NMR investigations of duplex stability of phosphorothioate and phosphorodithioate DNA analogues modified in both strands.

Duplex formation from the self-complementary 12mer d(CGCGAATTCGCG) (Dickerson dodecamer) in which all phosphodiester linkages were replaced by phosphorothioate or phosphorodithioate linkages was studied using variable-temperature 1H and 31P NMR spectroscopy. Melting temperatures of the dodecamer, measured spectrophotometrically, showed significant decrease upon sulfur substitution (Tm 49 degrees C for the phosphorothioate and 21 degrees C for the phosphorodithioate, compared with 68 degrees C for the unmodified oligomer, in 1 M salt). Hyperchromicity observed upon melting of the dithioate was surprisingly low. NOESY spectra of the monothioate showed a cross-peak pattern characteristic for a right-handed duplex. Imino proton resonances of the duplex, shown by the mono- and the dithioate, were similar to those of the parent compound. In spite of monophasic melting curves, temperature dependence of the imino proton resonances and phosphorus resonances of the phosphorodithioate indicated heterogeneity with respect to base-pairing, compatible with the presence of a hairpin loop.

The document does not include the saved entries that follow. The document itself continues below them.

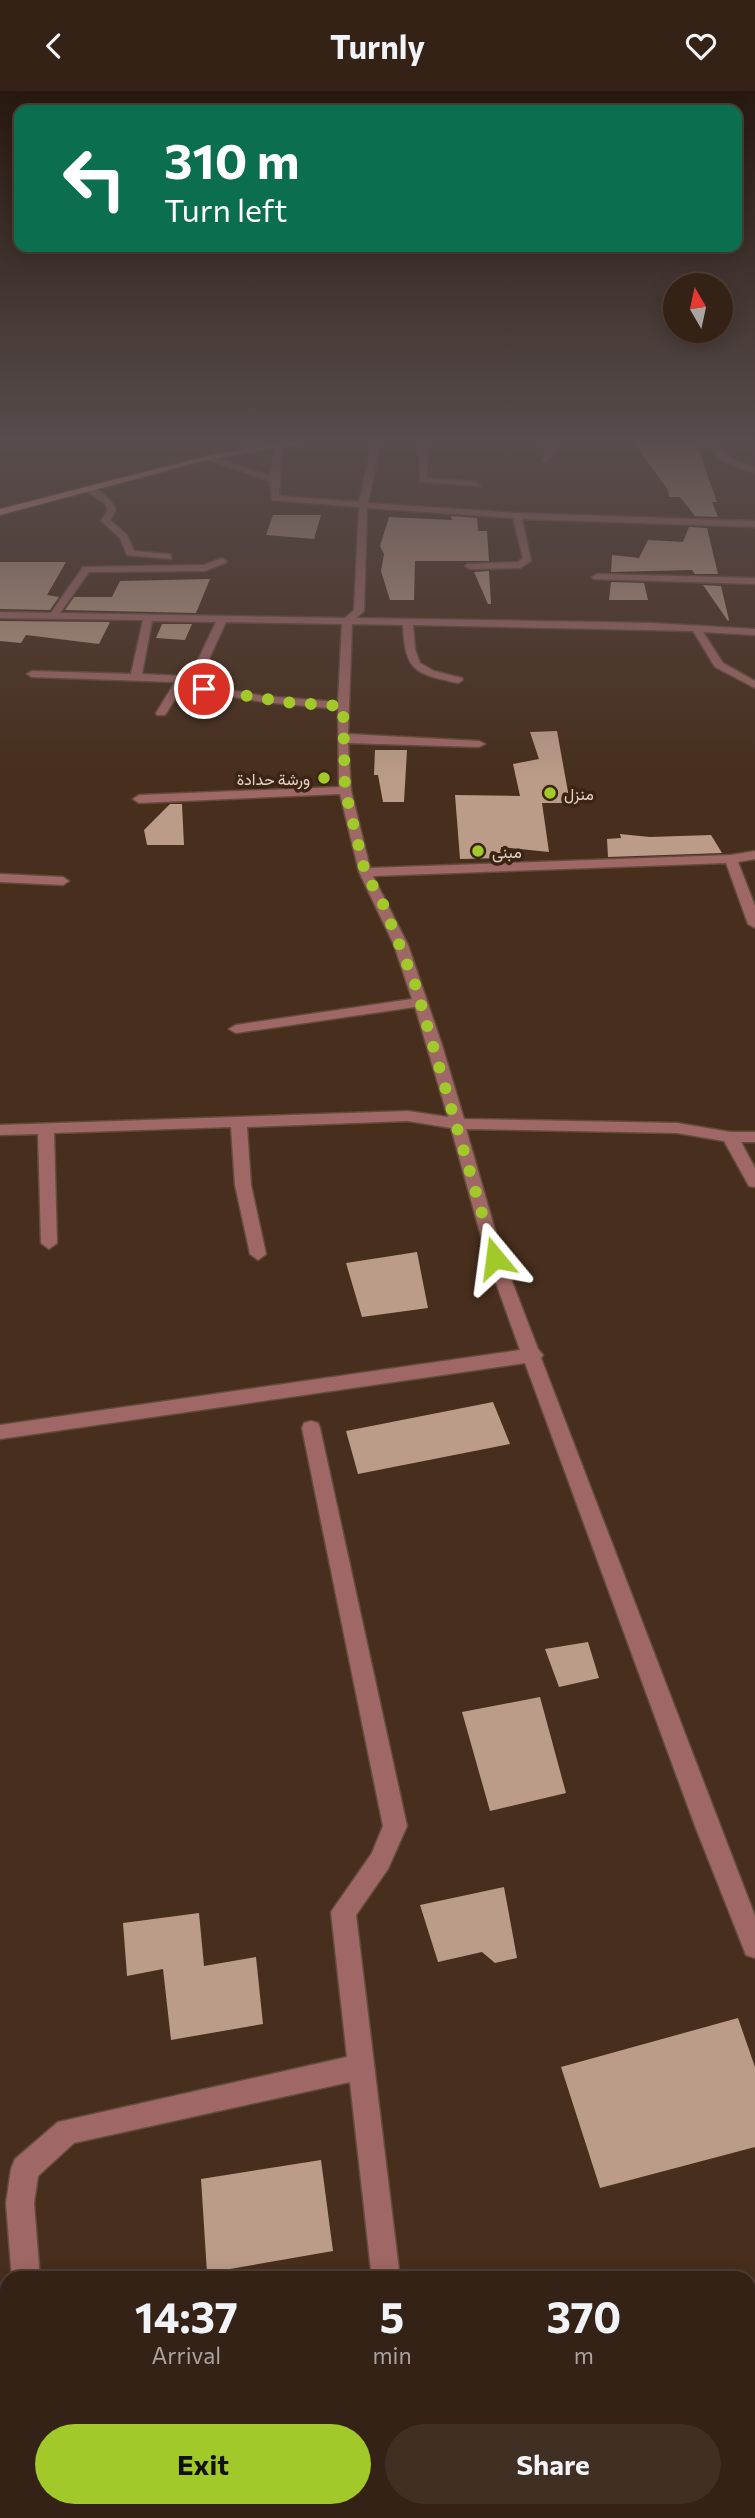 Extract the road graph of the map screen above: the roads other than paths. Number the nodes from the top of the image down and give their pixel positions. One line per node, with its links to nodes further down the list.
1 (130, 553): 8 (street)
2 (362, 553): 11 (street)
3 (527, 553): 4 (street)
4 (470, 566)
5 (597, 577): 6 (street)
6 (755, 580)
7 (0, 615): 8 (street)
8 (54, 615): 9 (street)
9 (148, 618): 10 (street); 16 (street)
10 (222, 619): 11 (street); 18 (street)
11 (347, 621): 12 (street); 20 (street)
12 (408, 622): 13 (street); 17 (street)
13 (696, 628): 14 (street); 19 (street)
14 (755, 632)
15 (32, 674): 16 (street)
16 (136, 677): 18 (street)
17 (458, 680)
18 (181, 682): 20 (street); 21 (street)
19 (755, 685)
20 (343, 706): 22 (street)
21 (161, 713)
22 (343, 739): 23 (street); 24 (street)
23 (479, 744)
24 (345, 790): 25 (street); 28 (street)
25 (139, 799)
26 (755, 855): 27 (street)
27 (731, 859): 28 (street); 31 (street)
28 (365, 872): 32 (street)
29 (0, 878): 30 (street)
30 (63, 881)
31 (755, 924)
32 (421, 1002): 33 (street); 35 (street)
33 (236, 1030)
34 (239, 1124): 35 (street); 37 (street); 42 (street)
35 (458, 1124): 38 (street); 43 (street)
36 (0, 1130): 37 (street)
37 (46, 1130): 41 (street)
38 (730, 1137): 39 (street); 40 (street)
39 (755, 1137)
40 (755, 1182)
41 (49, 1243)
42 (258, 1254)
43 (534, 1356): 45 (street); 46 (street)
44 (311, 1428): 47 (street)
45 (0, 1432)
46 (755, 1946)
47 (360, 2067): 48 (street); 49 (street)
48 (25, 2271)
49 (385, 2271)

Relaxation times (T1) of the imino protons in the phosphorothioate, determined by the saturation recovery method, were considerably shorter than in the unmodified oligomer. Base-pair lifetimes in the unmodified Dickerson dodecamer, determined by catalyst-dependent changes in relaxation rates of imino protons, were in the range of 2-30 ms at 20 degrees C. Strongly reduced base-pair lifetimes were found in the phosphorothioate analogue.